[Information]

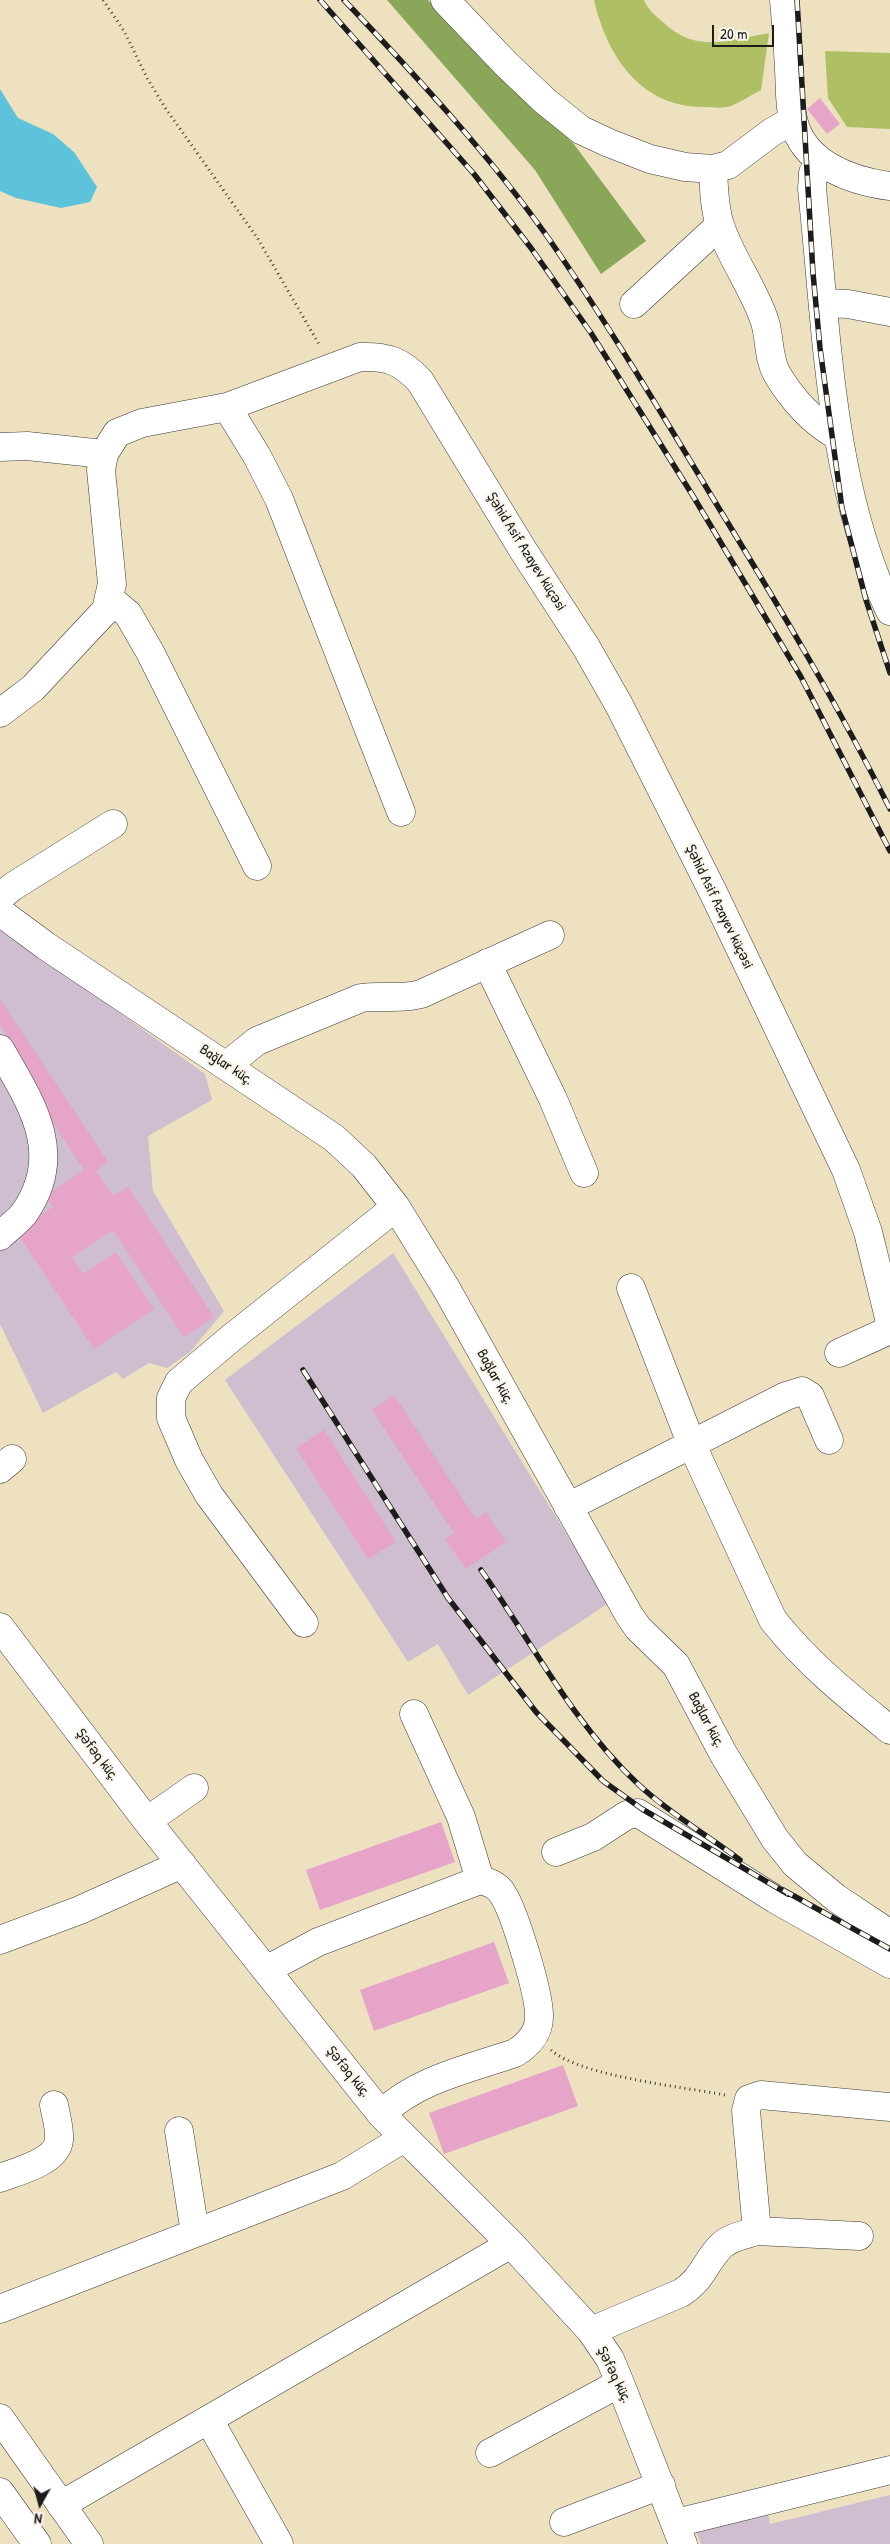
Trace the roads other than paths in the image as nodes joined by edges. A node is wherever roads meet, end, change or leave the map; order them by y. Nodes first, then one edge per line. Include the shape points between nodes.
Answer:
1 (445, 0) edge
2 (784, 0) edge
3 (793, 120) junction
4 (713, 168) junction
5 (814, 173) dead end
6 (890, 186) edge
7 (720, 225) junction
8 (634, 304) dead end
9 (824, 304) junction
10 (890, 312) edge
11 (227, 406) junction
12 (838, 436) junction
13 (0, 447) edge
14 (104, 454) junction
15 (880, 559) edge
16 (110, 599) junction
17 (890, 611) edge
18 (0, 713) edge
19 (402, 812) dead end
20 (113, 824) dead end
21 (257, 866) dead end
22 (0, 898) edge
23 (0, 912) edge
24 (550, 935) dead end
25 (487, 963) junction
26 (0, 1049) edge
27 (227, 1065) junction
28 (584, 1173) dead end
29 (396, 1206) junction
30 (0, 1236) edge
31 (631, 1288) dead end
32 (890, 1322) edge
33 (890, 1330) edge
34 (840, 1353) dead end
35 (829, 1440) dead end
36 (691, 1444) junction
37 (568, 1507) junction
38 (304, 1623) dead end
39 (0, 1627) edge
40 (414, 1714) dead end
41 (890, 1730) edge
42 (194, 1788) dead end
43 (147, 1821) junction
44 (556, 1852) dead end
45 (182, 1864) junction
46 (480, 1880) junction
47 (890, 1934) edge
48 (0, 1940) edge
49 (890, 1964) edge
50 (266, 1970) junction
51 (54, 2105) dead end
52 (890, 2106) edge
53 (382, 2114) junction
54 (179, 2131) dead end
55 (404, 2138) junction
56 (0, 2178) edge
57 (757, 2232) junction
58 (195, 2233) junction
59 (860, 2236) dead end
60 (511, 2244) junction
61 (0, 2309) edge
62 (591, 2332) junction
63 (620, 2383) junction
64 (0, 2418) edge
65 (209, 2420) junction
66 (490, 2454) dead end
67 (890, 2470) edge
68 (661, 2485) junction
69 (0, 2492) edge
70 (60, 2506) junction
71 (564, 2522) dead end
72 (679, 2534) edge
73 (37, 2544) edge
74 (89, 2544) edge
75 (279, 2544) edge

1 - 4 main road via 506,64 581,130 650,159 685,167
2 - 3 main road
3 - 4 main road via 772,132 739,159
3 - 6 main road via 806,148 832,169
4 - 7 main road
5 - 9 main road via 812,190
7 - 8 main road
7 - 12 main road via 765,323 771,359 778,374 811,417
9 - 10 main road via 848,304
9 - 12 main road
11 - 14 main road, Şəhid Asif Azayev küçəsi via 142,423 117,433
11 - 19 main road via 279,499
11 - 32 main road, Şəhid Asif Azayev küçəsi via 360,357 381,356 406,366 420,380 619,705 713,892 846,1170 868,1232
12 - 15 main road via 852,503
13 - 14 main road via 27,446
14 - 16 main road, Şəhid Asif Azayev küçəsi via 101,470 111,574
15 - 17 main road
16 - 18 main road, Şəhid Asif Azayev küçəsi via 98,621 33,688
16 - 21 main road via 128,614 150,652
20 - 22 main road via 12,887
23 - 27 main road, Bağlar küç.
24 - 25 main road
25 - 27 main road via 421,994 402,998 361,998 257,1041
25 - 28 main road via 553,1099
26 - 30 main road via 33,1107 45,1161 40,1182 24,1212
27 - 29 main road, Bağlar küç. via 334,1138 364,1166
29 - 37 main road, Bağlar küç. via 446,1288
29 - 38 main road via 179,1382 171,1398 171,1418 208,1495
31 - 36 main road
33 - 34 main road
35 - 36 main road via 810,1396 802,1392 786,1396
36 - 37 main road
36 - 41 main road via 773,1620 823,1674
37 - 47 main road, Bağlar küç. via 629,1615 676,1665 724,1755 776,1839 795,1864 836,1898
39 - 43 main road, Şəfəq küç.
40 - 46 main road via 461,1817
42 - 43 main road
43 - 45 main road, Şəfəq küç.
44 - 49 main road via 593,1837 627,1815 638,1813 775,1899
45 - 48 main road via 80,1910
45 - 50 main road, Şəfəq küç.
46 - 50 main road via 318,1942
46 - 53 main road via 490,1882 502,1892 510,1910 536,1993 539,2018 534,2034 526,2046 515,2053 422,2085 398,2098
50 - 53 main road, Şəfəq küç.
51 - 56 main road via 60,2138 57,2150 47,2158
52 - 57 main road via 761,2095 749,2099 746,2111
53 - 55 main road, Şəfəq küç.
54 - 58 main road
55 - 58 main road via 342,2176
55 - 60 main road, Şəfəq küç.
57 - 59 main road
57 - 62 main road via 734,2237 721,2246 694,2284 681,2294
58 - 61 main road
60 - 62 main road, Şəfəq küç.
60 - 65 main road
62 - 63 main road, Şəfəq küç. via 610,2359
63 - 66 main road
63 - 68 main road, Şəfəq küç.
64 - 70 main road
65 - 70 main road
65 - 75 main road
67 - 72 main road
68 - 71 main road
68 - 72 main road, Şəfəq küç.
69 - 73 main road
70 - 74 main road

[/Information]

### Work instructions:
Wherever the listing shows a picture, omit it and output the rest exactly as given.

### Task solution:
Trace the roads other than paths in the image as nodes joined by edges. A node is wherever roads meet, end, change or leave the map; order them by y. Nodes first, then one edge per line. Include the shape points between nodes.
Answer:
1 (445, 0) edge
2 (784, 0) edge
3 (793, 120) junction
4 (713, 168) junction
5 (814, 173) dead end
6 (890, 186) edge
7 (720, 225) junction
8 (634, 304) dead end
9 (824, 304) junction
10 (890, 312) edge
11 (227, 406) junction
12 (838, 436) junction
13 (0, 447) edge
14 (104, 454) junction
15 (880, 559) edge
16 (110, 599) junction
17 (890, 611) edge
18 (0, 713) edge
19 (402, 812) dead end
20 (113, 824) dead end
21 (257, 866) dead end
22 (0, 898) edge
23 (0, 912) edge
24 (550, 935) dead end
25 (487, 963) junction
26 (0, 1049) edge
27 (227, 1065) junction
28 (584, 1173) dead end
29 (396, 1206) junction
30 (0, 1236) edge
31 (631, 1288) dead end
32 (890, 1322) edge
33 (890, 1330) edge
34 (840, 1353) dead end
35 (829, 1440) dead end
36 (691, 1444) junction
37 (568, 1507) junction
38 (304, 1623) dead end
39 (0, 1627) edge
40 (414, 1714) dead end
41 (890, 1730) edge
42 (194, 1788) dead end
43 (147, 1821) junction
44 (556, 1852) dead end
45 (182, 1864) junction
46 (480, 1880) junction
47 (890, 1934) edge
48 (0, 1940) edge
49 (890, 1964) edge
50 (266, 1970) junction
51 (54, 2105) dead end
52 (890, 2106) edge
53 (382, 2114) junction
54 (179, 2131) dead end
55 (404, 2138) junction
56 (0, 2178) edge
57 (757, 2232) junction
58 (195, 2233) junction
59 (860, 2236) dead end
60 (511, 2244) junction
61 (0, 2309) edge
62 (591, 2332) junction
63 (620, 2383) junction
64 (0, 2418) edge
65 (209, 2420) junction
66 (490, 2454) dead end
67 (890, 2470) edge
68 (661, 2485) junction
69 (0, 2492) edge
70 (60, 2506) junction
71 (564, 2522) dead end
72 (679, 2534) edge
73 (37, 2544) edge
74 (89, 2544) edge
75 (279, 2544) edge

1 - 4 main road via 506,64 581,130 650,159 685,167
2 - 3 main road
3 - 4 main road via 772,132 739,159
3 - 6 main road via 806,148 832,169
4 - 7 main road
5 - 9 main road via 812,190
7 - 8 main road
7 - 12 main road via 765,323 771,359 778,374 811,417
9 - 10 main road via 848,304
9 - 12 main road
11 - 14 main road, Şəhid Asif Azayev küçəsi via 142,423 117,433
11 - 19 main road via 279,499
11 - 32 main road, Şəhid Asif Azayev küçəsi via 360,357 381,356 406,366 420,380 619,705 713,892 846,1170 868,1232
12 - 15 main road via 852,503
13 - 14 main road via 27,446
14 - 16 main road, Şəhid Asif Azayev küçəsi via 101,470 111,574
15 - 17 main road
16 - 18 main road, Şəhid Asif Azayev küçəsi via 98,621 33,688
16 - 21 main road via 128,614 150,652
20 - 22 main road via 12,887
23 - 27 main road, Bağlar küç.
24 - 25 main road
25 - 27 main road via 421,994 402,998 361,998 257,1041
25 - 28 main road via 553,1099
26 - 30 main road via 33,1107 45,1161 40,1182 24,1212
27 - 29 main road, Bağlar küç. via 334,1138 364,1166
29 - 37 main road, Bağlar küç. via 446,1288
29 - 38 main road via 179,1382 171,1398 171,1418 208,1495
31 - 36 main road
33 - 34 main road
35 - 36 main road via 810,1396 802,1392 786,1396
36 - 37 main road
36 - 41 main road via 773,1620 823,1674
37 - 47 main road, Bağlar küç. via 629,1615 676,1665 724,1755 776,1839 795,1864 836,1898
39 - 43 main road, Şəfəq küç.
40 - 46 main road via 461,1817
42 - 43 main road
43 - 45 main road, Şəfəq küç.
44 - 49 main road via 593,1837 627,1815 638,1813 775,1899
45 - 48 main road via 80,1910
45 - 50 main road, Şəfəq küç.
46 - 50 main road via 318,1942
46 - 53 main road via 490,1882 502,1892 510,1910 536,1993 539,2018 534,2034 526,2046 515,2053 422,2085 398,2098
50 - 53 main road, Şəfəq küç.
51 - 56 main road via 60,2138 57,2150 47,2158
52 - 57 main road via 761,2095 749,2099 746,2111
53 - 55 main road, Şəfəq küç.
54 - 58 main road
55 - 58 main road via 342,2176
55 - 60 main road, Şəfəq küç.
57 - 59 main road
57 - 62 main road via 734,2237 721,2246 694,2284 681,2294
58 - 61 main road
60 - 62 main road, Şəfəq küç.
60 - 65 main road
62 - 63 main road, Şəfəq küç. via 610,2359
63 - 66 main road
63 - 68 main road, Şəfəq küç.
64 - 70 main road
65 - 70 main road
65 - 75 main road
67 - 72 main road
68 - 71 main road
68 - 72 main road, Şəfəq küç.
69 - 73 main road
70 - 74 main road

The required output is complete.